Her evening dresses had been in the box which she had just unpacked, and while she was still sitting on the floor amongst them cogitating, Ethel Maud Mary came into the attic out of breath to ask how she was getting on.

"Why," she exclaimed in admiration of Beth's finery, "you've got some clothes! They'd fetch something, those frocks, if you sold them."

"Then tell me where to sell them, for money I must have," Beth rejoined precipitately.

"And it's no use keeping gowns; they only go out of fashion," Ethel Maud Mary suggested, as if she thought Beth should have an excuse. "Gwendolen would manage it best. She's great at a bargain; and there's a place not far from here. I'd begin with the worst, if I was you."

"Advise me, then, there's a dear," said Beth, and Ethel Maud Mary knelt down beside her, and proceeded to advise.

Only a few shillings was the result of the first transaction; but the better dresses had good trimmings on them, and real lace, which fetched something, as Ethel Maud Mary declared it would, if sold separately; so, with the strictest self-denial, Beth was still able to pay her way and provide for the sick man's necessities.

From the time she put him on the Salisbury treatment, he suffered less and began to gain strength; but the weather continued severe, and Beth suffered a great deal herself from exposure and cold and privations of all kinds. She used to be so hungry sometimes that she hurried past the provision shops when she had to go out, lest she should not be able to resist the temptation to go in and buy good food for herself.
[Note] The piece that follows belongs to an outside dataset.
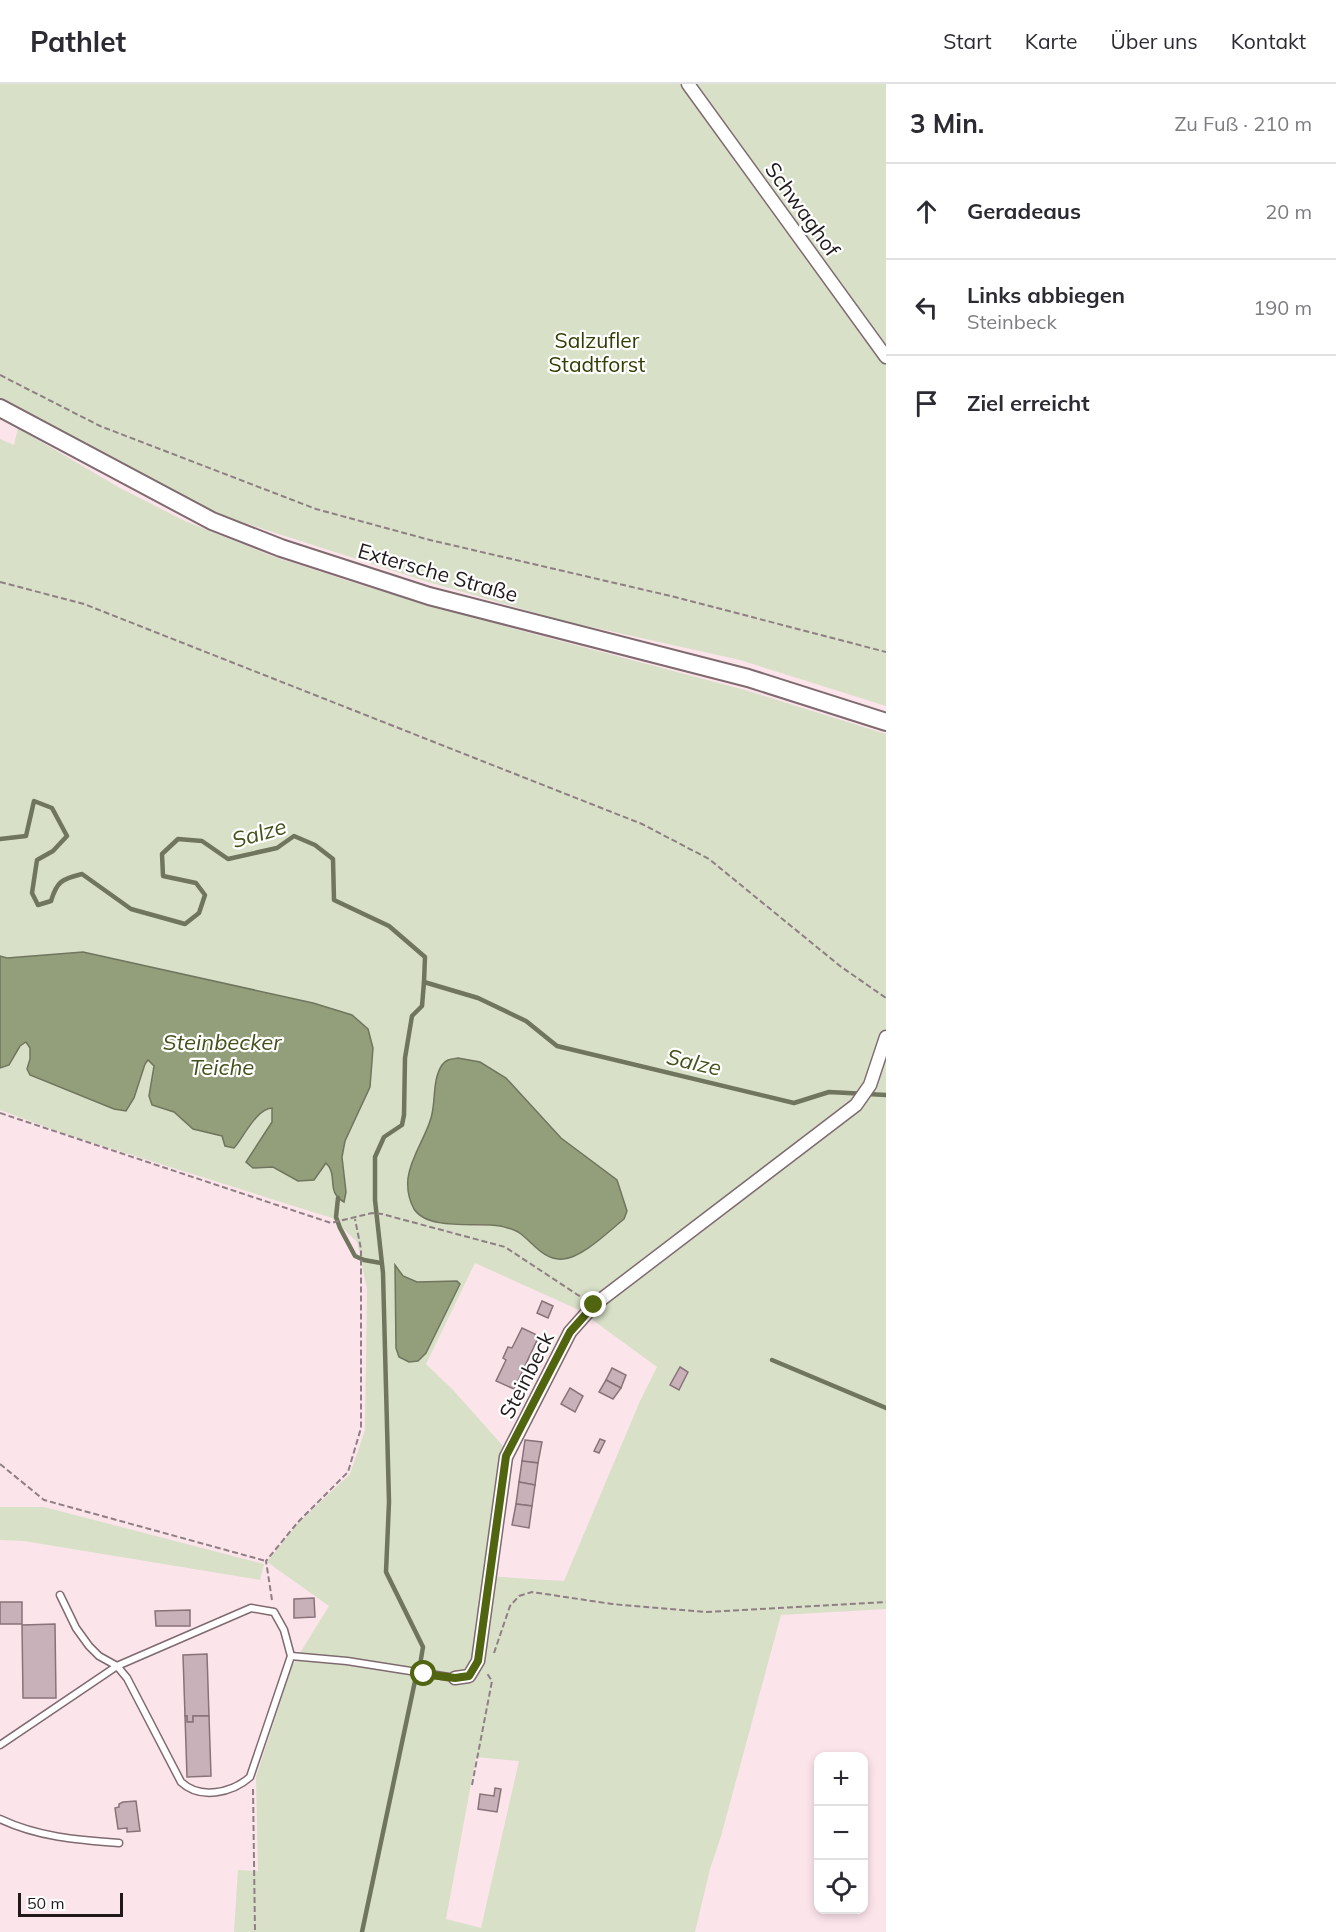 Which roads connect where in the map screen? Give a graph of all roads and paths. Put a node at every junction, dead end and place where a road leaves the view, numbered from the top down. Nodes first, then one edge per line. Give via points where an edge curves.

If her sympathy with the poor could have been sharpened, it would have been that winter by some of the sights she saw. Sometimes she was moved by pity to wrath and rebellion, as on one occasion when she was passing a house where there had evidently been a fashionable wedding. The road in front of the house, and the red cloth which covered the steps and pavement, were thickly strewed with rice, and on this a band of starving children had pounced, and were scraping it up with their bony claws of hands, clutching it from each other, fighting for it, and devouring it raw, while a supercilious servant looked on as though he were amused. Beth's heart was wrung by the sight, and she hurried by, cursing the greedy rich who wallow in luxury while children starve in the streets.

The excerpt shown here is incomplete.